Nos jornais franceses desta quinta-feira, o tom é bastante diferente. O consevador Le Figaro destaca em sua manchete a divisão que há dentro da esquerda sobre o tema. O primeiro-ministro socialista, Manuel Valls, defende a ação policial contra o burquíni nas praias, mas sua colega, a ministra da Educação, Najat Vallaud-Belkacem, diz que é contra a intervenção das forças da lei, embora condene a roupa de banho.

64% contra o burquíni

Já o ex-presidente conservador Nicolas Sarkozy, agora pré-candidato à presidência, disse que os burquínis "são uma provocação a serviço de um projeto de islã político e radical".

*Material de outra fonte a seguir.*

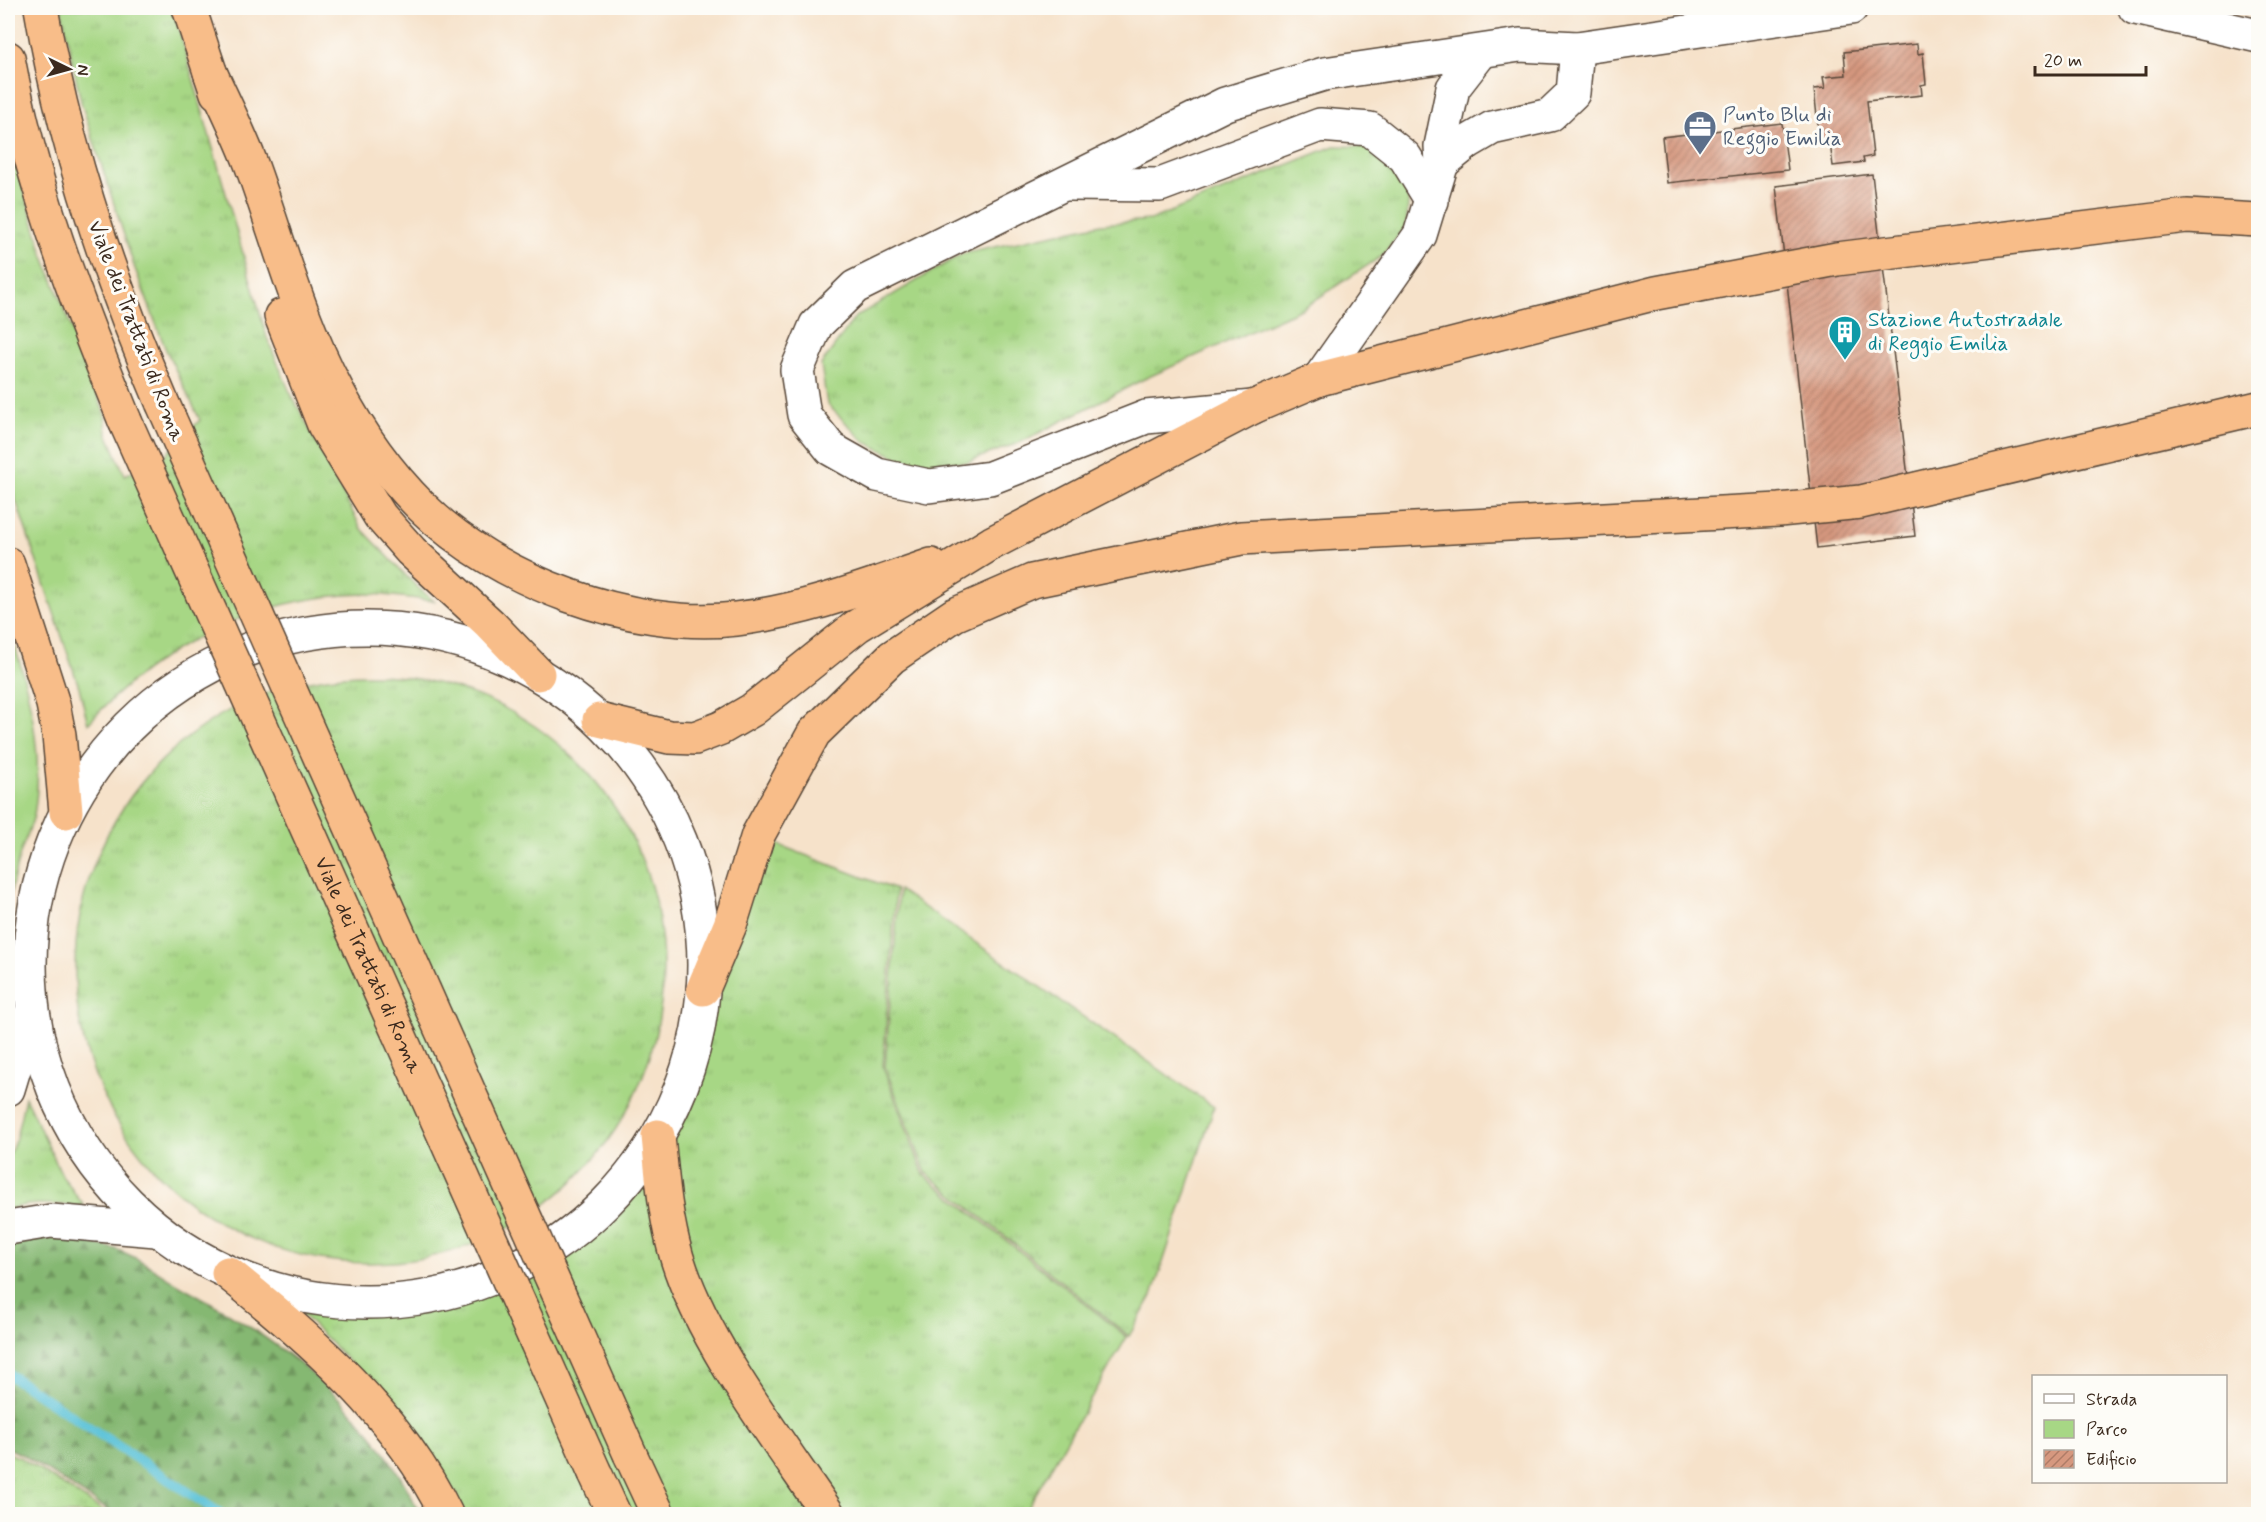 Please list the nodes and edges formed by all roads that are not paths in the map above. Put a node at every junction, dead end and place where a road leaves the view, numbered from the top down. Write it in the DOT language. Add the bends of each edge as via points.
graph roads {
  1 [pos="41,8"];
  2 [pos="189,8"];
  3 [pos="1851,8"];
  4 [pos="2135,8"];
  5 [pos="2259,36"];
  6 [pos="1576,48"];
  7 [pos="1480,52"];
  8 [pos="8,58"];
  9 [pos="210,72"];
  10 [pos="1442,163"];
  11 [pos="1064,184"];
  12 [pos="1432,201"];
  13 [pos="2259,220"];
  14 [pos="1319,379"];
  15 [pos="1253,407"];
  16 [pos="2259,408"];
  17 [pos="992,543"];
  18 [pos="8,564"];
  19 [pos="538,674"];
  20 [pos="599,720"];
  21 [pos="66,812"];
  22 [pos="703,989"];
  23 [pos="33,1009"];
  24 [pos="8,1089"];
  25 [pos="658,1136"];
  26 [pos="8,1228"];
  27 [pos="156,1230"];
  28 [pos="228,1274"];
  29 [pos="446,1515"];
  30 [pos="614,1515"];
  31 [pos="658,1515"];
  32 [pos="828,1515"];
  1 -- 31 [label="highway, Viale dei Trattati di Roma, bridge" via="58,101 80,182 117,292 162,402"];
  2 -- 9 [label="highway"];
  3 -- 6 [label="street"];
  4 -- 5 [label="street"];
  6 -- 7 [label="street" via="1520,45"];
  6 -- 10 [label="street" via="1573,93 1550,116 1492,128 1468,141"];
  7 -- 10 [label="street" via="1453,88 1441,146"];
  7 -- 11 [label="street" via="1324,74 1225,104"];
  8 -- 30 [label="highway, Viale dei Trattati di Roma, bridge" via="21,120 62,262 125,421"];
  9 -- 17 [label="highway" via="253,169 312,340 358,426 423,508 464,541 506,567 601,606 649,616 736,619 829,601"];
  9 -- 19 [label="highway" via="287,335 324,425 380,516"];
  10 -- 12 [label="street"];
  11 -- 12 [label="street" via="1160,185 1320,125 1370,129 1405,157"];
  11 -- 15 [label="street" via="855,287 816,325 797,370 804,415 831,449 877,475 929,486 990,478 1146,417"];
  12 -- 14 [label="street" via="1420,235"];
  13 -- 14 [label="highway" via="2187,216 1836,259 1656,293"];
  14 -- 15 [label="highway"];
  15 -- 17 [label="highway"];
  16 -- 22 [label="highway" via="1861,502 1779,510 1241,538 1032,581 954,615 892,657 814,732 758,835 730,925"];
  17 -- 20 [label="highway" via="857,626 752,710 721,728 695,738 669,737"];
  18 -- 21 [label="highway" via="53,704"];
  19 -- 20 [label="street"];
  19 -- 21 [label="street" via="476,645 409,630 340,628 273,641 209,667 152,705 104,754"];
  20 -- 22 [label="street" via="646,777 681,843 700,915"];
  21 -- 23 [label="street" via="50,849 32,928 29,969"];
  22 -- 25 [label="street" via="689,1065"];
  23 -- 24 [label="street"];
  23 -- 27 [label="street" via="54,1092 73,1131 96,1168"];
  25 -- 28 [label="street" via="616,1193 564,1240 502,1275 469,1287 400,1302 365,1304 295,1296"];
  25 -- 32 [label="highway" via="668,1223 696,1304"];
  26 -- 27 [label="street" via="51,1221"];
  27 -- 28 [label="street"];
  28 -- 29 [label="highway" via="288,1321 387,1422 421,1466"];
}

Uma pesquisa realizada pelo Le Figaro aponta que 64% dos franceses são contra o uso do burquíni nas praias. O número aumenta entre os eleitores do partido de direita Republicanos, com 76%, e diminui entre os apoiadores do Partido Socialista - apenas 52% entre eles se dizem contra o traje.

O jornal Aujourd'hui en France, um tabloide que raramente toma posição, também publica um editorial, um tanto em cima do muro, mas não completamente. O editorialista coloca várias perguntas: "Que liberdade estão reivindicando neste caso: a de se vestir como quisermos ou a de provocar a república laica? Cada um tem a sua resposta", diz o editorial, mas termina dando a sua: "este debate só existe porque há uma religião que quer tirar o corpo da mulher, considerado impuro, de todos os espaços públicos".